The elevator turned out to be a pleasant chamber carpeted in amber, with mahogany walls and a luminous disk on the ceiling, like a pool of radiance shedding light. Yet it felt wrong to Mac. It was like when Jett had thanked Del for comparing her to Kelric. He didn’t understand what troubled him; all her responses were normal and expected, and the Marines looked unconcerned as they stepped inside the elevator chamber.
“Captain, where does this elevator go?” Mac asked as the doors closed. “I thought I knew all the exits from this building.”
“HQ recently installed it,” Jett said. “Special treatment for VIPs.”
Again, a perfectly normal answer, but it felt . . . what?
Fake, Mac thought. It’s fake. He didn’t know why he thought she or the Marines were acting; he had no reason for it other than his gut reaction.
“No, let’s go out the way we came in,” Mac said. He turned toward the control panel—and found only the smooth wall. “Where are the controls?” He swung around to Jett. “Stop this elevator.”
“I’m sorry, Mister Tyler.” She looked genuinely apologetic. “This is a secured chamber. It won’t stop until we reach the hover lot in the basement.”
Del spoke coldly. “I’m not stupid, Masters. If you can start this lift, you have the codes to stop it. Do it now. I’m not going anywhere.”
“I believe you are going somewhere, Your Highness,” she said. “With us. You won’t be making any more speeches.” The other two guards were watching Del and Mac with impassive gazes, silent bulwarks behind Jett, their hands resting on their holstered guns.
“Are you crazy?” Mac asked. “You can’t take him with you.”
Jett ignored him as she spoke to Del. “Many people, both Allied and Skolian, believe your song must be heard. This ‘peace’ treaty is a falsehood propagated by the Traders to weaken us, with the ultimate goal of conquest over all humanity.” Her voice hardened. “We’re making sure no one else uses you as a propaganda tool, not the Traders, not the Allieds, and not your own family.”
Del stared at her. “You’re out of your flaming mind.”
“You won’t even get him out of this building,” Mac said. “Let alone anywhere else.” According to the files he had seen, these Marines had been vetted by both the Allieds and Skolians. But if they were taking Del, he didn’t believe the military had any hand in it. This came from somewhere else.
“We have private transportation arranged,” Jett said.

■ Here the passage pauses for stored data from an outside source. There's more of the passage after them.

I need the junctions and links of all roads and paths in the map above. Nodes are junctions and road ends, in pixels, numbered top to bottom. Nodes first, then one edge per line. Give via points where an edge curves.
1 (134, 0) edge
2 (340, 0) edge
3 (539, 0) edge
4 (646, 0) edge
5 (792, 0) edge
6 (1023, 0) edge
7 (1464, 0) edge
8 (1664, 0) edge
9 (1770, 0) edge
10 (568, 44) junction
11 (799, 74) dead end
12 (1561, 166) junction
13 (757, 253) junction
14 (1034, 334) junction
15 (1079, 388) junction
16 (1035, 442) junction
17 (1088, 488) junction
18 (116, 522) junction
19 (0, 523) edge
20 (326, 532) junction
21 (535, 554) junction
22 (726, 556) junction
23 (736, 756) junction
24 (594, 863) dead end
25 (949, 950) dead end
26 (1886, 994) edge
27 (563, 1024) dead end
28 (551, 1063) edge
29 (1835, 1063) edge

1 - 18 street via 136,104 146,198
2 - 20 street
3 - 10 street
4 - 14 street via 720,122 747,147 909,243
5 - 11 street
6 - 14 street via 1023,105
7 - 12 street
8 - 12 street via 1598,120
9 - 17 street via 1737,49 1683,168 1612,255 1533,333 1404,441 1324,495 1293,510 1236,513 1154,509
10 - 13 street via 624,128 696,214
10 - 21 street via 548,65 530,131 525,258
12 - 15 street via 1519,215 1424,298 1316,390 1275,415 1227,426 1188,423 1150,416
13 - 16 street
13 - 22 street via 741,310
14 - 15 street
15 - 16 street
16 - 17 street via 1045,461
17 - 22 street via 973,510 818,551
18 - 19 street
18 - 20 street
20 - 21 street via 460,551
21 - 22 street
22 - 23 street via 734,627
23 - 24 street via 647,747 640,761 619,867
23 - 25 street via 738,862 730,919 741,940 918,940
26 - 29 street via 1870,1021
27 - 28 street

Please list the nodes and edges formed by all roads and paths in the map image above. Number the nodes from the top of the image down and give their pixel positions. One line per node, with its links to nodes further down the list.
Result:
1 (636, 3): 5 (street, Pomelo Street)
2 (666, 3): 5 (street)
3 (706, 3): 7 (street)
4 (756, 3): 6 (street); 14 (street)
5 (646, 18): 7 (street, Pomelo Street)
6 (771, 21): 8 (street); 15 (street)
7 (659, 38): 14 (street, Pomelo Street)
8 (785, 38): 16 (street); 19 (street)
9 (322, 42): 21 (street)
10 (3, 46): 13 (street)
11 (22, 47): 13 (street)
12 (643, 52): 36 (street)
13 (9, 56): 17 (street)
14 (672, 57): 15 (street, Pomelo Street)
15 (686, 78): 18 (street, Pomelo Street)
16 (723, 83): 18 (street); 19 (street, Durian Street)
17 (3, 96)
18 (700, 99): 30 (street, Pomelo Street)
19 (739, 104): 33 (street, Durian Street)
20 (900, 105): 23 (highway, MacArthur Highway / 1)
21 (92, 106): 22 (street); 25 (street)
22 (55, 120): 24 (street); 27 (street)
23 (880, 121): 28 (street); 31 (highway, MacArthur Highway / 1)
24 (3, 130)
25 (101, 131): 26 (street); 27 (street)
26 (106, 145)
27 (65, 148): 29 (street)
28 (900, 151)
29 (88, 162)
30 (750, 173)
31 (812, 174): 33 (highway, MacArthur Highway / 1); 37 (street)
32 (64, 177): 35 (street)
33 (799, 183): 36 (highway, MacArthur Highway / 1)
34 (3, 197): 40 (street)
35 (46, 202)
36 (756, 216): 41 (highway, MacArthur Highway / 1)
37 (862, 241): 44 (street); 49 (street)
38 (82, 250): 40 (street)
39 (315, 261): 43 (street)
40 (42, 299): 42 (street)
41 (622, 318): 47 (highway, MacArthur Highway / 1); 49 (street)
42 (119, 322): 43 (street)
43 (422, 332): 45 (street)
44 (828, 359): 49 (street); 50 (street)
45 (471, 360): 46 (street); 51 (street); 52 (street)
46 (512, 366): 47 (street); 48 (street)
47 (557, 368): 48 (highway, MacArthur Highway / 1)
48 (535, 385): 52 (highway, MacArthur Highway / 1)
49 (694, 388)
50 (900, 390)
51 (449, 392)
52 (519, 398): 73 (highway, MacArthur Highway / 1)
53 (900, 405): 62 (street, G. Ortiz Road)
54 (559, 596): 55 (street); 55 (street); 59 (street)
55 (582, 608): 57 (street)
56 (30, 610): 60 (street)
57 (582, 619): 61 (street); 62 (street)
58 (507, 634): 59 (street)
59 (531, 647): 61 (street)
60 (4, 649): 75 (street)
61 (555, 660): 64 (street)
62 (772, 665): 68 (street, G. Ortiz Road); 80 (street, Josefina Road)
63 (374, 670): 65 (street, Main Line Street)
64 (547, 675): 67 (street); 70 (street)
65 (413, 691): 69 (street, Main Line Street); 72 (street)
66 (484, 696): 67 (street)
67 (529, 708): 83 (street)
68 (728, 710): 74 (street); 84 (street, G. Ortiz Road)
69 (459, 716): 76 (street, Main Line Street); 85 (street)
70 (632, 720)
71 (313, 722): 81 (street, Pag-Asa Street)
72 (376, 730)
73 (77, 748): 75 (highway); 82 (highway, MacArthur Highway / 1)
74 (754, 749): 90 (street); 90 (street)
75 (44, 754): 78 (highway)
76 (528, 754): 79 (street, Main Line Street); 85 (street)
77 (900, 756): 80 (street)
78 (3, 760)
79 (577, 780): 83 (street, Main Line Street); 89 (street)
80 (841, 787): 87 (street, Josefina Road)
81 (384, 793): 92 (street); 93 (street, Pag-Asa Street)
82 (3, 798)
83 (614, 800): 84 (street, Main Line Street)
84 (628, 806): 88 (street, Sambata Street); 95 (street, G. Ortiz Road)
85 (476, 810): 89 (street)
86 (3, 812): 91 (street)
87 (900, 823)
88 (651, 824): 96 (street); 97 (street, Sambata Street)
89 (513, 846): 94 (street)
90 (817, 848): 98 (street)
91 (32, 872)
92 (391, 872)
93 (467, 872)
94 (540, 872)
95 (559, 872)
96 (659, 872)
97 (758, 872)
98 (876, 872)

“Gods, this is rich,” Del said with an angry laugh. “I can’t even trust the people who are supposed to protect me from the nut cases out there who want to ‘keep me from being used’ by whoever they don’t like this week.”

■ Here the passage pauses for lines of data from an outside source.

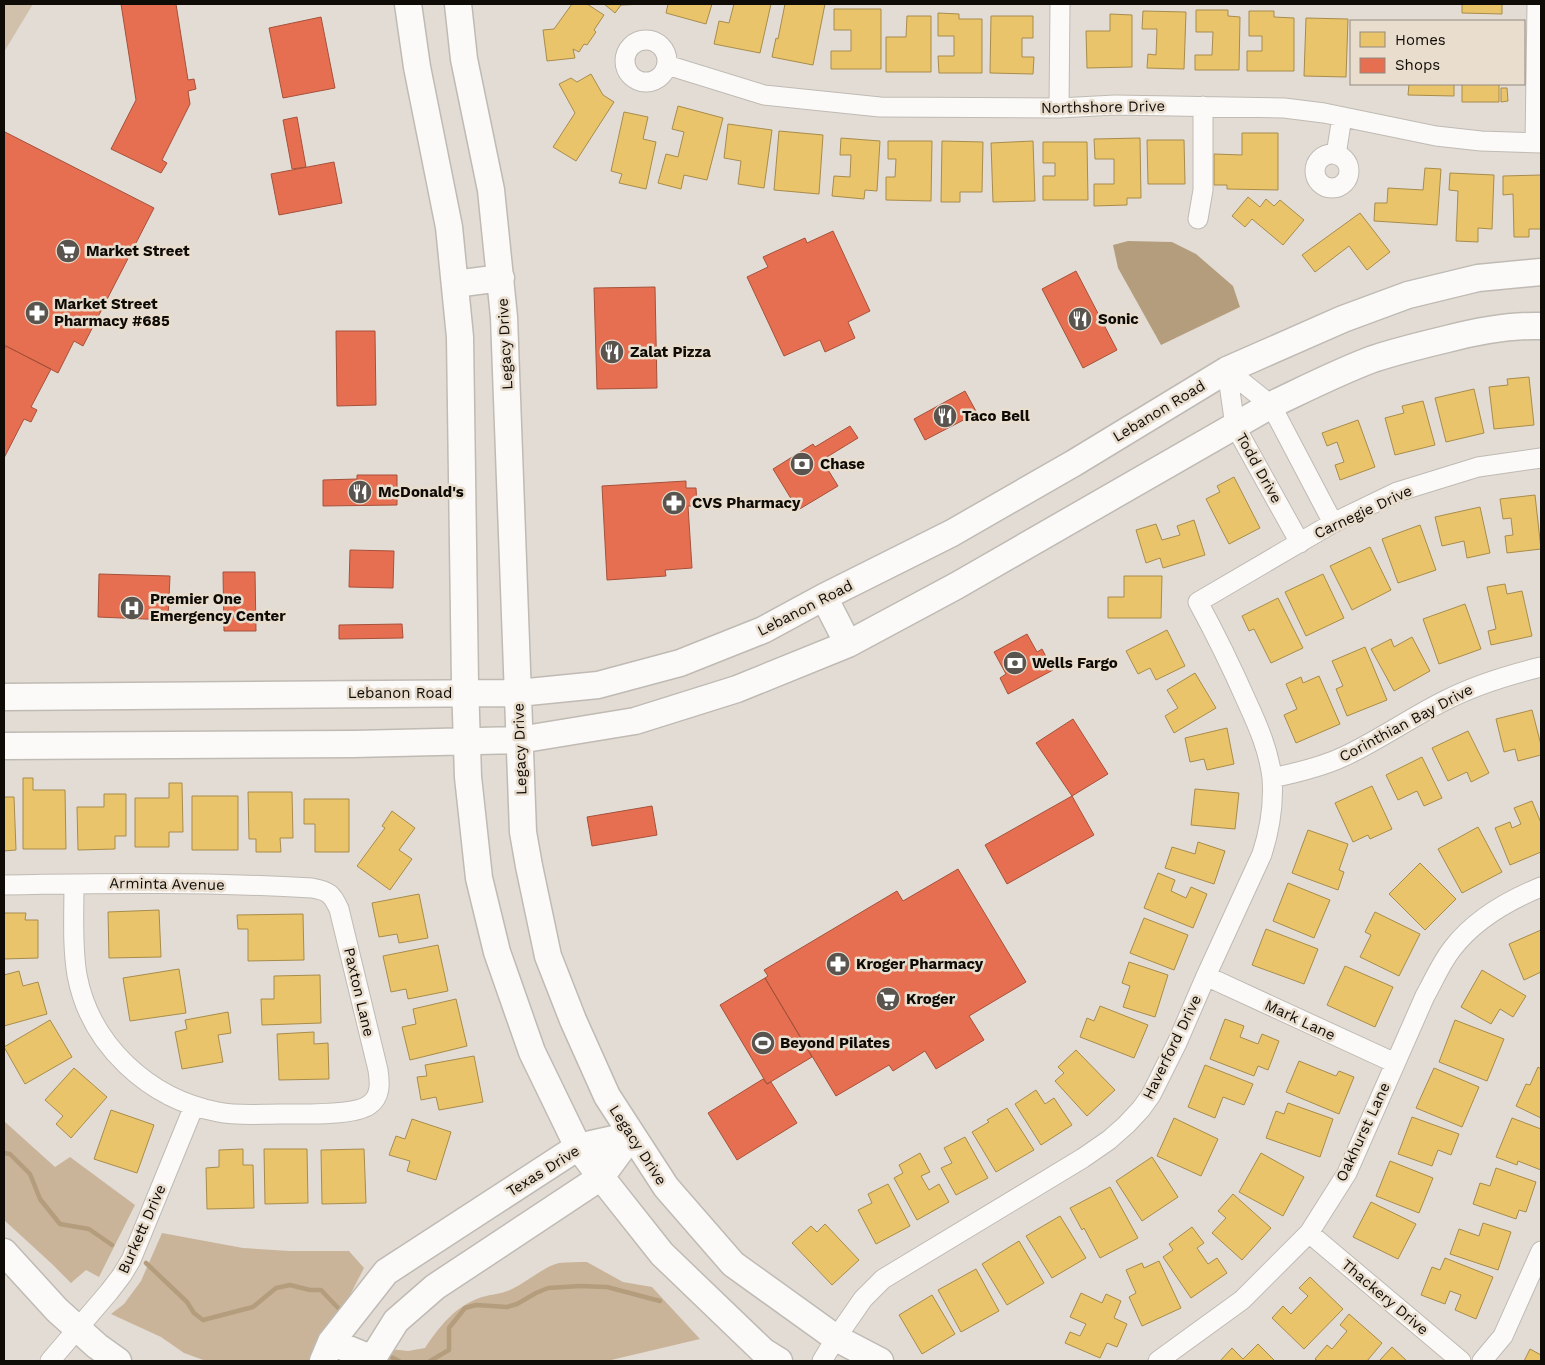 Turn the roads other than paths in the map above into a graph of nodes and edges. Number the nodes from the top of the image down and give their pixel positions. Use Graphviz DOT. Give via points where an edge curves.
graph roads {
  1 [pos="408,4"];
  2 [pos="458,4"];
  3 [pos="1060,4"];
  4 [pos="1537,4"];
  5 [pos="667,65"];
  6 [pos="1203,106"];
  7 [pos="1059,108"];
  8 [pos="1342,117"];
  9 [pos="1538,143"];
  10 [pos="1336,154"];
  11 [pos="1198,219"];
  12 [pos="1541,272"];
  13 [pos="501,278"];
  14 [pos="455,284"];
  15 [pos="1541,326"];
  16 [pos="1227,370"];
  17 [pos="1272,405"];
  18 [pos="1235,426"];
  19 [pos="1541,458"];
  20 [pos="1333,523"];
  21 [pos="1300,543"];
  22 [pos="824,598"];
  23 [pos="1198,602"];
  24 [pos="848,644"];
  25 [pos="1541,667"];
  26 [pos="466,693"];
  27 [pos="518,693"];
  28 [pos="4,697"];
  29 [pos="519,740"];
  30 [pos="467,742"];
  31 [pos="4,746"];
  32 [pos="1272,778"];
  33 [pos="74,884"];
  34 [pos="4,885"];
  35 [pos="1541,887"];
  36 [pos="329,893"];
  37 [pos="1206,976"];
  38 [pos="1395,1063"];
  39 [pos="194,1106"];
  40 [pos="632,1135"];
  41 [pos="578,1147"];
  42 [pos="601,1177"];
  43 [pos="475,1214"];
  44 [pos="1309,1233"];
  45 [pos="497,1246"];
  46 [pos="1541,1251"];
  47 [pos="4,1252"];
  48 [pos="378,1282"];
  49 [pos="404,1314"];
  50 [pos="77,1328"];
  51 [pos="836,1338"];
  52 [pos="327,1351"];
  53 [pos="372,1360"];
  54 [pos="50,1361"];
  55 [pos="118,1361"];
  56 [pos="779,1361"];
  57 [pos="822,1361"];
  58 [pos="880,1361"];
  59 [pos="1158,1361"];
  60 [pos="1461,1361"];
  61 [pos="1482,1361"];
  1 -- 14 [label="main road" via="417,67 449,227"];
  2 -- 13 [label="main road, Legacy Drive" via="464,59 492,190"];
  3 -- 7 [label="street"];
  4 -- 9 [label="street"];
  5 -- 7 [label="street, Northshore Drive" via="764,95 880,107"];
  6 -- 7 [label="street, Northshore Drive"];
  6 -- 8 [label="street, Northshore Drive" via="1284,108"];
  6 -- 11 [label="street" via="1203,190"];
  8 -- 9 [label="street, Northshore Drive" via="1436,136"];
  8 -- 10 [label="street"];
  12 -- 16 [label="main road, Lebanon Road" via="1478,278 1408,296 1343,319"];
  13 -- 14 [label="main road"];
  13 -- 27 [label="main road, Legacy Drive"];
  14 -- 26 [label="main road" via="460,337"];
  15 -- 17 [label="main road" via="1469,333 1409,348 1373,359"];
  16 -- 17 [label="street"];
  16 -- 18 [label="street, Todd Drive"];
  16 -- 22 [label="main road, Lebanon Road" via="952,533"];
  17 -- 18 [label="main road"];
  17 -- 20 [label="street"];
  18 -- 21 [label="street, Todd Drive"];
  18 -- 24 [label="main road"];
  19 -- 20 [label="street, Carnegie Drive" via="1478,467 1397,492"];
  20 -- 21 [label="street, Carnegie Drive"];
  21 -- 23 [label="street, Carnegie Drive"];
  22 -- 24 [label="main road"];
  22 -- 27 [label="main road, Lebanon Road" via="763,630 680,663 598,685"];
  23 -- 32 [label="street, Haverford Drive" via="1231,664 1263,739"];
  24 -- 29 [label="main road" via="737,689 635,721"];
  25 -- 32 [label="street, Corinthian Bay Drive" via="1471,688 1345,756"];
  26 -- 27 [label="main road, Lebanon Road"];
  26 -- 28 [label="main road, Lebanon Road"];
  26 -- 30 [label="main road"];
  27 -- 29 [label="main road, Legacy Drive"];
  29 -- 30 [label="main road"];
  29 -- 40 [label="main road, Legacy Drive" via="523,832 548,956 572,1020 607,1096"];
  30 -- 31 [label="main road"];
  30 -- 41 [label="main road" via="480,878 497,952 532,1052"];
  32 -- 37 [label="street, Haverford Drive" via="1271,817 1262,854"];
  33 -- 34 [label="street, Arminta Avenue"];
  33 -- 36 [label="street, Arminta Avenue" via="290,887"];
  33 -- 39 [label="street" via="76,965 82,993 94,1022 117,1056 134,1072 162,1091"];
  35 -- 38 [label="street, Oakhurst Lane" via="1486,916 1453,948 1425,996"];
  36 -- 39 [label="street, Paxton Lane" via="339,909 379,1078 378,1094 367,1107 348,1111 240,1114"];
  37 -- 38 [label="street, Mark Lane"];
  37 -- 51 [label="street, Haverford Drive" via="1162,1074 1126,1125 1083,1158 883,1280 862,1299"];
  38 -- 44 [label="street, Oakhurst Lane" via="1347,1173"];
  39 -- 50 [label="street, Burkett Drive" via="131,1260 110,1292"];
  40 -- 41 [label="main road, Texas Drive"];
  40 -- 42 [label="main road"];
  40 -- 51 [label="main road, Legacy Drive" via="666,1187 734,1264"];
  41 -- 42 [label="main road"];
  41 -- 43 [label="main road, Texas Drive"];
  42 -- 45 [label="main road"];
  42 -- 56 [label="main road" via="662,1254"];
  43 -- 45 [label="main road"];
  43 -- 48 [label="main road, Texas Drive" via="386,1272"];
  44 -- 59 [label="street, Oakhurst Lane" via="1242,1300"];
  44 -- 60 [label="street, Thackery Drive"];
  45 -- 49 [label="main road" via="435,1287"];
  46 -- 61 [label="street" via="1503,1336"];
  47 -- 50 [label="main road"];
  48 -- 49 [label="main road" via="388,1305"];
  48 -- 52 [label="main road, Texas Drive"];
  49 -- 53 [label="main road" via="396,1321"];
  50 -- 54 [label="street, Burkett Drive"];
  50 -- 55 [label="main road"];
  51 -- 57 [label="street, Haverford Drive"];
  51 -- 58 [label="main road, Legacy Drive"];
  52 -- 53 [label="main road"];
}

“You’re looking at a court-martial,” Mac told Jett, his voice as hard as the knot forming in his stomach. This couldn’t be happening, not now. Was there anyone out there who wasn’t trying to destroy the damn peace process?
The sensation of descending stopped and the elevator doors slid open. Outside, a man and a woman in black jumpsuits waited in the hover lot. The woman was holding a laser carbine, but the man had a different type of gun, an air-loaded syringe pistol. A hover-van with tinted windows waited on a pad behind them, dark and sleek.
“No.” Del raised his hands, palms outward, as if to push away the commandos. “Damn it, no.” He swung around to Jett. “I’m not going with you.”
“I’m afraid you have to.” Jett glanced at the man in the lot and he raised his syringe pistol.
A familiar stab of fear went through Mac. “You can’t shoot him! He’s allergic to many drugs. He’s not even native to this planet. You could kill him!”
“We’re aware of his health,” Jett said. “The shot will only knock him out. Unless he comes of his own free will.” She raised her hand as if inviting Del to dinner. “After you, Your Highness.”
Del, stall, Mac thought, shouting the words in his mind. He wasn’t a telepath, but Del was a powerful enough psion that if Mac projected his thought with sufficient strength, Del might pick it up even through the mental shields he used to protect his mind.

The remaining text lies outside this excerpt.